» **INSTRUCTIONS FOR THE TASK**: Give the number of lines in the material below that contain the word "nodes", and nothing else.

» **MATERIAL FOR THE TASK**:
--

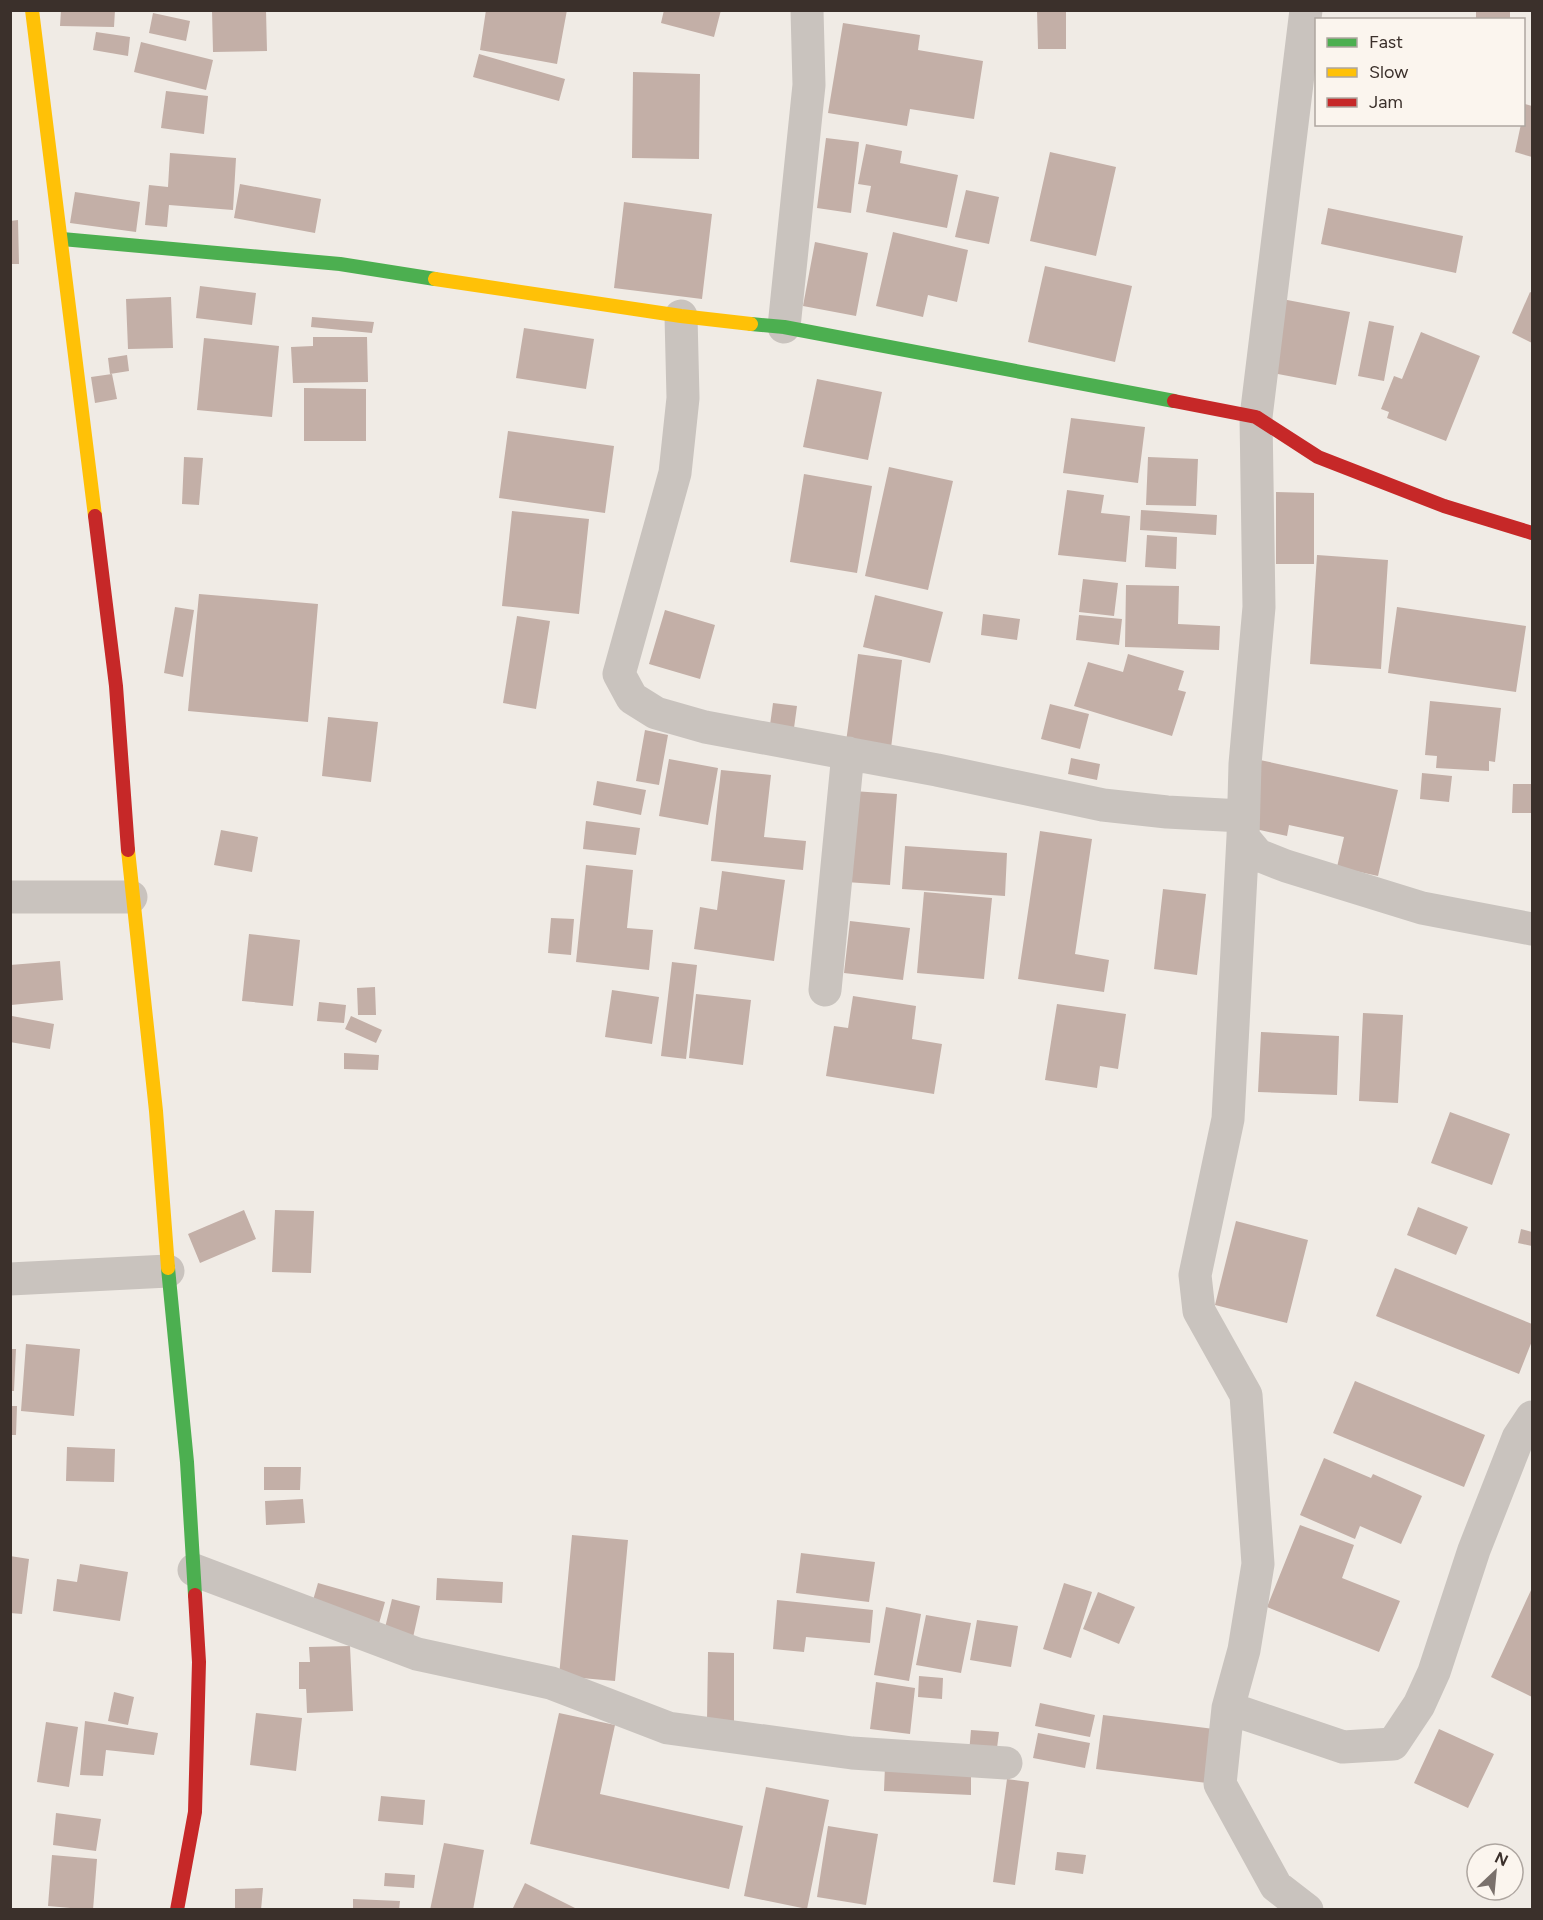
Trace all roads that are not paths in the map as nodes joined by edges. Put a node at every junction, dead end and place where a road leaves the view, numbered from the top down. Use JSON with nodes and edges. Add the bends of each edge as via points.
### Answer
{"nodes":[{"id":1,"x":32,"y":10,"type":"edge"},
{"id":2,"x":807,"y":10,"type":"edge"},
{"id":3,"x":1306,"y":10,"type":"edge"},
{"id":4,"x":62,"y":239,"type":"junction"},
{"id":5,"x":681,"y":316,"type":"junction"},
{"id":6,"x":784,"y":327,"type":"junction"},
{"id":7,"x":1256,"y":417,"type":"junction"},
{"id":8,"x":1533,"y":533,"type":"edge"},
{"id":9,"x":848,"y":753,"type":"junction"},
{"id":10,"x":1242,"y":827,"type":"junction"},
{"id":11,"x":10,"y":897,"type":"edge"},
{"id":12,"x":131,"y":897,"type":"junction"},
{"id":13,"x":1533,"y":929,"type":"edge"},
{"id":14,"x":825,"y":990,"type":"dead end"},
{"id":15,"x":168,"y":1271,"type":"junction"},
{"id":16,"x":10,"y":1279,"type":"edge"},
{"id":17,"x":1533,"y":1418,"type":"edge"},
{"id":18,"x":194,"y":1570,"type":"junction"},
{"id":19,"x":1228,"y":1708,"type":"junction"},
{"id":20,"x":1006,"y":1763,"type":"dead end"},
{"id":21,"x":177,"y":1910,"type":"edge"},
{"id":22,"x":1306,"y":1910,"type":"edge"}],
"edges":[{"from":1,"to":4,"type":"street"},
{"from":2,"to":6,"type":"street","via":[[809,85]]},
{"from":3,"to":7,"type":"street"},
{"from":4,"to":5,"type":"street","via":[[340,264]]},
{"from":4,"to":12,"type":"street","via":[[116,687]]},
{"from":5,"to":6,"type":"street"},
{"from":5,"to":9,"type":"street","via":[[683,398],[675,473],[619,674],[632,698],[656,713],[705,727]]},
{"from":6,"to":7,"type":"street"},
{"from":7,"to":8,"type":"street","via":[[1318,457],[1444,506]]},
{"from":7,"to":10,"type":"street","via":[[1259,607]]},
{"from":9,"to":10,"type":"street","via":[[1103,805],[1167,812]]},
{"from":9,"to":14,"type":"street"},
{"from":10,"to":13,"type":"street","via":[[1258,855],[1286,866],[1422,908]]},
{"from":10,"to":19,"type":"street","via":[[1228,1119],[1195,1275],[1199,1311],[1246,1395],[1258,1564],[1244,1650]]},
{"from":11,"to":12,"type":"street"},
{"from":12,"to":15,"type":"street","via":[[156,1111]]},
{"from":15,"to":16,"type":"street"},
{"from":15,"to":18,"type":"street"},
{"from":17,"to":19,"type":"street","via":[[1518,1438],[1474,1550],[1434,1672],[1419,1705],[1393,1744],[1343,1747]]},
{"from":18,"to":20,"type":"street","via":[[417,1654],[551,1683],[668,1728],[852,1754]]},
{"from":18,"to":21,"type":"street","via":[[199,1662],[195,1812]]},
{"from":19,"to":22,"type":"street","via":[[1220,1784],[1276,1886]]}]}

--

» **RESPONSE**: 2